Cornelius Ward - The Flute Explained


In the preceding section we gave a hasty view of the history of the invention of the flute; we have now to state that there are such radical defects of construction in the ordinary flute, as have to this day defied the ingenuity of the makers to correct or remedy, and to retain the same fingering. It is acknowledged on all hands, that the best flutes on the ordinary construction do not satisfy the talented professor, nor enable the professor to satisfy the composer or the informed musician.

Before we can clearly point out these defects, we must state in detail what are the true principles of the instrument. We must first consider the acoustical laws of an open tube, or the natural effects produced by putting into sonorous vibration a column of air isolated from the atmosphere excepting at the two extremities.

In the case of the first or lowest sound, called the fundamental, the whole column is in continued and uniform vibration. For the second, and all subsequent and more acute sounds, called harmonies, produced by a different mode of blowing, the column of air divides itself into certain parts.
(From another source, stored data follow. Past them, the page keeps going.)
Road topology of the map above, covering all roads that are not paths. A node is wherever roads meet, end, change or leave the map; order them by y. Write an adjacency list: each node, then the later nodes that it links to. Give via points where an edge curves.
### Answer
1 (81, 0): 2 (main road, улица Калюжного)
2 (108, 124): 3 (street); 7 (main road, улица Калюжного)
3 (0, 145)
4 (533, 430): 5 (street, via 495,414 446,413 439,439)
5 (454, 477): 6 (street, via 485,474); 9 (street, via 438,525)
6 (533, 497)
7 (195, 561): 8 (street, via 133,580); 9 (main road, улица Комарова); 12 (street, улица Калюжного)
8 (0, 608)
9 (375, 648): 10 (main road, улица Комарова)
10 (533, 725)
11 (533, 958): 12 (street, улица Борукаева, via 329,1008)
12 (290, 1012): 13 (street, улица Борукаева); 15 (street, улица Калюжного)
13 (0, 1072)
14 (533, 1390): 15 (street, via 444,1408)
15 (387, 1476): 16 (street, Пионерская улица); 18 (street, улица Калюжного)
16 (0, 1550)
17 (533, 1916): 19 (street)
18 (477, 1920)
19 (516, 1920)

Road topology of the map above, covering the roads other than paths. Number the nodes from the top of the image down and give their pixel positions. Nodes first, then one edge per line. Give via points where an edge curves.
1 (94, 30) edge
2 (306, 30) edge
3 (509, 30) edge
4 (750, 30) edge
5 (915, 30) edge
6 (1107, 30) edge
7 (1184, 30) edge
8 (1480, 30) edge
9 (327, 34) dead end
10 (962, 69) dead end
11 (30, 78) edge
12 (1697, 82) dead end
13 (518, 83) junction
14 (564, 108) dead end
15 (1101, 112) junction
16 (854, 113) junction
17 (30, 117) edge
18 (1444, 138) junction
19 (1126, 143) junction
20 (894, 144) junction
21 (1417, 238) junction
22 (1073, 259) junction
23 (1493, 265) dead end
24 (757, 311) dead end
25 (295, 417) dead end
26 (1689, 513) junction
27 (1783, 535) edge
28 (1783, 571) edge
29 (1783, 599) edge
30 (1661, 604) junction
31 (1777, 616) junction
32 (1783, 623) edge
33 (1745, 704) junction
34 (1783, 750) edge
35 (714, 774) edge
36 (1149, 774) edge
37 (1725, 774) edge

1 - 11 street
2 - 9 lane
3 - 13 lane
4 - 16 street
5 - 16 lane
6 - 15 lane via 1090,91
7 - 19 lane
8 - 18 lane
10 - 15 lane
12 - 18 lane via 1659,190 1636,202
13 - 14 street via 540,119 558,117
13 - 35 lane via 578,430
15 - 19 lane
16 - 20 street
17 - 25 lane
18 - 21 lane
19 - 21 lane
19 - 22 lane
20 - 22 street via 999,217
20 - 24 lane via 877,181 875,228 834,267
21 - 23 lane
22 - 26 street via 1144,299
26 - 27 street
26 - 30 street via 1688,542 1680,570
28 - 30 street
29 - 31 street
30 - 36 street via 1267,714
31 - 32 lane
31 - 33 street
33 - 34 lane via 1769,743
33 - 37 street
Its first division is into two parts, each of which will sound the octave to its first and lowest sound, or fundamental; that is, each part vibrates twice, to one vibration of its whole length, and no sound can be got from the tube between its fundamental tone and the octave to that fundamental. 

The column of air for its second harmonic divides itself into three parts, giving the sound of the twelfth or octave and fifth, and vibrates three to one. The third harmonic is the double octave, vibrating four to one. The fourth harmonic is the interval of a third above the last or double octave. The fifth harmonic is a fifth above the double octave. The next is its flat seventh; the next is the third octave to the fundamental sound of the entire column: and it will be remembered, that all the above sounds are produced from a tube without lateral apertures, and that between the first named and the last named sounds, no others can be produced than those specified.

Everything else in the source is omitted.